At the end of my year in China, I was very fortunate to be offered a role as a Strategy Associate in People's Courage International's (PCI) Innovation Team. I based out of Bengaluru (Go RCB!) and designed pilot programs for agricultural communities in Indonesia. This entailed a lot of travelling to rice farms in Java, and asking questions like "Could you tell me about the last time your village had to deal with a drought?" This role taught me that I was good at asking questions and putting pieces together, but had some way to go in terms of seeing things move from proposal to action. It was during this year that I did some fieldwork in Madhya Pradesh, where we visited a village experiencing a severe drought, and its residents were unable to grow anything. I thought to myself "surely in this day and age there are urban farming techniques that should mean this doesn't have to be the case", and I spent the next few months researching urban farming techniques obsessively. I remembered how in Greece I'd come across a doctor who'd shared that 90% of the medical issues that she treated from the refugee camp were due to bad diet, and I asked myself if perhaps urban farming had some answers to address this.
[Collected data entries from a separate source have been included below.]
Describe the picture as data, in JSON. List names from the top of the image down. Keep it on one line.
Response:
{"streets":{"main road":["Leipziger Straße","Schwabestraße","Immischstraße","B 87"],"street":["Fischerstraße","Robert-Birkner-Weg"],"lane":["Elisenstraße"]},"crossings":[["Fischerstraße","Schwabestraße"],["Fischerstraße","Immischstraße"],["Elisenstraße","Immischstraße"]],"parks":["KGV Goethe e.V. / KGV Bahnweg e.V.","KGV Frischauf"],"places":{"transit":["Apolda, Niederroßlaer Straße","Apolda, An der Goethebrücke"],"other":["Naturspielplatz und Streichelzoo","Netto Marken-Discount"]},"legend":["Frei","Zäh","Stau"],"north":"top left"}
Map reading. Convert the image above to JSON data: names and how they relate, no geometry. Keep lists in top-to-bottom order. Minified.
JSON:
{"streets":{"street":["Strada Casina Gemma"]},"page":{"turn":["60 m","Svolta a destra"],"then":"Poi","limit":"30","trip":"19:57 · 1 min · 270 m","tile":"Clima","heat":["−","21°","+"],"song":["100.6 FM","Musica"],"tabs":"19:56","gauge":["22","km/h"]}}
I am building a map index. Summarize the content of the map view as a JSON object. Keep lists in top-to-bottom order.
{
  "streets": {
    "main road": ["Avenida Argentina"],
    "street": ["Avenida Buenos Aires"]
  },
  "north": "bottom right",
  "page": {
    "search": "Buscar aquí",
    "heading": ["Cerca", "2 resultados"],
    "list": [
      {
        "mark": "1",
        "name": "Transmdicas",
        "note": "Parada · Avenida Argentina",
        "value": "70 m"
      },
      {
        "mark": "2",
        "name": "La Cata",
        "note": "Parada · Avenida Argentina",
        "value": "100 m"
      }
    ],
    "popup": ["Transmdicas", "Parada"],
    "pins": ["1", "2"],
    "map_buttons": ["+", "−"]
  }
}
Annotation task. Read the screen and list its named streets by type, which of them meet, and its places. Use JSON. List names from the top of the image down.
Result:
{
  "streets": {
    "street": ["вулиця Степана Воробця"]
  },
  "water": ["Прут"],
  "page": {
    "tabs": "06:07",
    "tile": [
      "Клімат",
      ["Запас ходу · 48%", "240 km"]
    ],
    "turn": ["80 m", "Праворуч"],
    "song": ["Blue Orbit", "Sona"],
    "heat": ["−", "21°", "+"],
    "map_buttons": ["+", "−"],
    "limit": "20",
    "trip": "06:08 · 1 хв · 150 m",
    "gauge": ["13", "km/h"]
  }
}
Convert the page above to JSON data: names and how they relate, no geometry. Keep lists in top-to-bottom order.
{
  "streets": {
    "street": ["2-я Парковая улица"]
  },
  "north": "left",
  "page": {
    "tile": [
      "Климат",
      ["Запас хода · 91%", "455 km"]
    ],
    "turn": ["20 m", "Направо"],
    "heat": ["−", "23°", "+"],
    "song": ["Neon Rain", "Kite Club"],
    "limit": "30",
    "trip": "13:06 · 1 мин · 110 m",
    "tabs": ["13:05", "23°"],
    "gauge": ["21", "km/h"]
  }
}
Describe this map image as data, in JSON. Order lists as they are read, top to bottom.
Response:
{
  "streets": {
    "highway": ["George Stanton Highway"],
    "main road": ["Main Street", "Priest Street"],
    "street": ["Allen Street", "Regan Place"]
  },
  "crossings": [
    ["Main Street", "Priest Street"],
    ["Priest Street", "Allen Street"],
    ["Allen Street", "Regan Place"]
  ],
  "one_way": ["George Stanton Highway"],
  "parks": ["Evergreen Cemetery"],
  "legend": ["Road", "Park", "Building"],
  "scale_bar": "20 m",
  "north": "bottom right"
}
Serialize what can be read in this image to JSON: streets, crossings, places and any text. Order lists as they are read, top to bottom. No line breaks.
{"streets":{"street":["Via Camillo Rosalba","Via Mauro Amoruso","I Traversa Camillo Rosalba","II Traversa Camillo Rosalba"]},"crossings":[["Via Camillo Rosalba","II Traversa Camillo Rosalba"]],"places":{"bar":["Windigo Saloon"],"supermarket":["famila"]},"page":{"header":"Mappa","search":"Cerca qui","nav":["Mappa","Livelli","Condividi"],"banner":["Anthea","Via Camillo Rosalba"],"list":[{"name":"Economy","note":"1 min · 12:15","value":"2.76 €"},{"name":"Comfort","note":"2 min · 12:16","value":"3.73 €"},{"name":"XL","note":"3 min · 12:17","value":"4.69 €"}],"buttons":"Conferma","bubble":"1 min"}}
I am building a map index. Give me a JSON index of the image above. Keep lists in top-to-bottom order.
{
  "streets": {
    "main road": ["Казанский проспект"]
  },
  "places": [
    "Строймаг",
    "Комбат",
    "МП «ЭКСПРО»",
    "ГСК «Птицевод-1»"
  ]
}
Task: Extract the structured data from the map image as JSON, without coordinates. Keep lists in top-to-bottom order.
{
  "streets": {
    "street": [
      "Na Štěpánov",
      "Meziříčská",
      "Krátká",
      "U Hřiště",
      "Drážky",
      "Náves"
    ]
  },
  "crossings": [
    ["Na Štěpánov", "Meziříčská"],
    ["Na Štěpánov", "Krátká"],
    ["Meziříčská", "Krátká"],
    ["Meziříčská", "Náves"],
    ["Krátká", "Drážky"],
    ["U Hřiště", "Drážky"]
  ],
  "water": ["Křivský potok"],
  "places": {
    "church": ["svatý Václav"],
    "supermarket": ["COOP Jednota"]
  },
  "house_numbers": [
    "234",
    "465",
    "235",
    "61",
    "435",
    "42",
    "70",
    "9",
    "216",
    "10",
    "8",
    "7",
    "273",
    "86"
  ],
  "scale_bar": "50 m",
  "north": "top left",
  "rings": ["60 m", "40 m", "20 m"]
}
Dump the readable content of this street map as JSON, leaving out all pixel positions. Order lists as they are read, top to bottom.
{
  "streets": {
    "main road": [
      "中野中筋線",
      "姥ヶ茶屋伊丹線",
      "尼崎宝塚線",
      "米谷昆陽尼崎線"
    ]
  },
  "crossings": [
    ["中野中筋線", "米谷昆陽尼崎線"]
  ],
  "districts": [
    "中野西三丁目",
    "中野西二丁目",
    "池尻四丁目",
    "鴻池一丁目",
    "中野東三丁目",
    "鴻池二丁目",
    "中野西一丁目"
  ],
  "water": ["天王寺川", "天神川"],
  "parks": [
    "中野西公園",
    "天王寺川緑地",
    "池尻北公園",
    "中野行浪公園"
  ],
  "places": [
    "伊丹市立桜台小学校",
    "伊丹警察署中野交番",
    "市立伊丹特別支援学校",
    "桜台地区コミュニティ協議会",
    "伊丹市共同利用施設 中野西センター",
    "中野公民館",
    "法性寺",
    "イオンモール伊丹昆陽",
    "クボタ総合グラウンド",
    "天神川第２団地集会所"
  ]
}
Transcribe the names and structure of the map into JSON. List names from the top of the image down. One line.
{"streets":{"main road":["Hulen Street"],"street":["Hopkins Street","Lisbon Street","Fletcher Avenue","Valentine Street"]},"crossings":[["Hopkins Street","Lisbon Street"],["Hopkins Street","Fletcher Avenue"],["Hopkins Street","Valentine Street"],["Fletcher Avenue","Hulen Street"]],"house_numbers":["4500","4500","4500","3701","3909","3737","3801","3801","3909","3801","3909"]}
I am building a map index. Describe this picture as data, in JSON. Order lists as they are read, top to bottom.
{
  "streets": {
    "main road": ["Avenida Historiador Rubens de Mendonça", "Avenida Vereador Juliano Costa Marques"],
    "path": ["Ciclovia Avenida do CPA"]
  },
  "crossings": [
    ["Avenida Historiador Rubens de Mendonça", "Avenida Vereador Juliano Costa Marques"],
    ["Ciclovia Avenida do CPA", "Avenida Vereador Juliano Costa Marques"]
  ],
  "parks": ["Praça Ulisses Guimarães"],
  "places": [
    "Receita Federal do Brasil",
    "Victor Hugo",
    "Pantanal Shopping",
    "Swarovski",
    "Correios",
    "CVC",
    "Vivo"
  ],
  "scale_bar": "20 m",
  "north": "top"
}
Fast forward to July 2025, I'd left PCI, and following many conversations with different types of farmers, found myself in Samos, Greece, where I was building a microgreens farm in a community centre outside of a refugee camp. This was the start of my nonprofit, From Seed to Shelter, which is my vehicle for piloting means of improving nutrition outcomes for refugees. The farm went well and remains in operation through La Maison (I gave the set-up to them). I also submitted my results to the World Food Programme, with whom I'm hoping to scale this to relevant contexts. Moving forward, I'm exploring shifting gears a little from dietary diversity to more straightforward food security.
Towards the end of 2025 I got very serious about my card game, 100% Disagree, which aims to foster ridiculous conversations. I travelled across the US pitching it on college campuses. This came off the back of a conversation with a card game company that advised that though they liked my game's concept, I'd need to demonstrate 'viral potential' because all their sales were through social media marketing these days. As someone who didn't use social media, I got a very quick insight into this world as I posted a video everyday and tried to get the account going. I flopped at virality, but instead found myself in conversation with a large brand, though this ultimately fell through. I'm still hoping to get this game published, I like to think it's my way of creating 'space for silly' in the world.
In 2026 I started out as an Entrepreneur in Residence at Raidical Academy, by Triple A Ventures. This has been an incredibly eye-opening experience – I'm the only person left at the final stage who lacks any business experience, so I'm asking dumb questions all the time like "what's a moat?" and "what's a TAM?". I don't think this will be a 'forever' adventure, but I'm hoping to learn what I can, and bring some skills (and hopefully some financial stability) back to the impact space.